That distinction matters. A model developer does not merely need “data” in the abstract. It needs data in the right form, at the right quality, in sufficient quantity, with manageable duplication, usable licensing posture, tolerable contamination risk, and enough novelty to improve the model. A trillion low-quality tokens are not the same as a trillion clean, diverse, human-written tokens. A dataset seen once is not the same as the same dataset repeated ten times. A benchmark answer leaked into training is not the same as an unseen test. A synthetic textbook is not the same as a human world.

By the mid-2020s, the industry had learned to treat data as infrastructure. It could be crawled, filtered, deduplicated, tokenized, licensed, synthesized, audited, and refreshed. But infrastructure can saturate. A road can carry more traffic until congestion changes its economics. A mine can produce more ore until grades decline. A corpus can feed larger models until the marginal token becomes harder to find, lower quality, legally riskier, repeated, synthetic, or already part of the evaluation set.

The first warning did not arrive as a lawsuit or a manifesto.
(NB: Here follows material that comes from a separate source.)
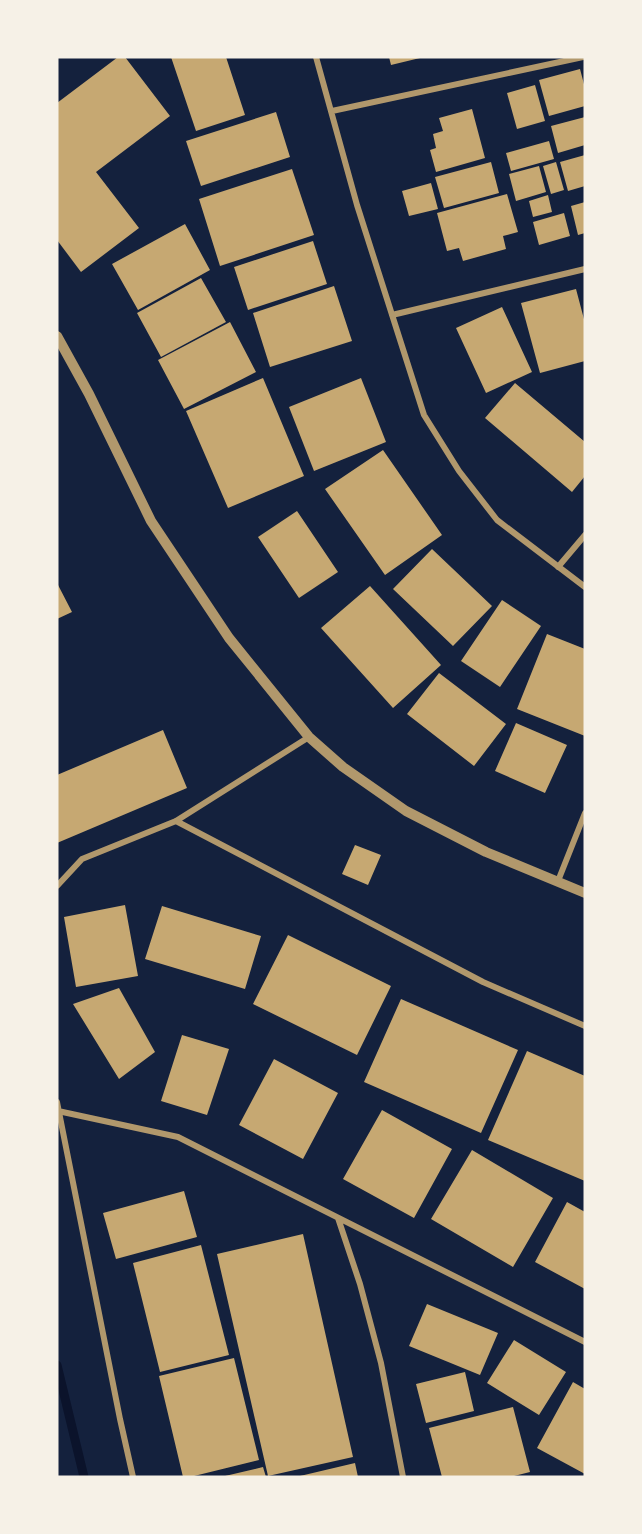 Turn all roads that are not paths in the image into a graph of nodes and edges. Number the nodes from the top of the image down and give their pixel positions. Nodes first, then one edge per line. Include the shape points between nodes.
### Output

It arrived as a scaling result.

In March 2022, DeepMind’s Chinchilla paper changed what counted as fuel. Earlier public attention had focused on parameter count. Bigger models looked like the obvious direction. Gopher fit that story: a frontier system could look more impressive because it carried more weights, even before anyone asked whether the training-data allocation was compute-optimal. Scale meant more weights.

Hoffmann and collaborators complicated that story. They argued that compute-optimal language-model training should scale model size and training tokens together. The headline comparison was striking: Chinchilla used the same compute budget as Gopher but had far fewer parameters, 70 billion, and much more training data, about 1.4 trillion tokens. It outperformed larger models trained less optimally.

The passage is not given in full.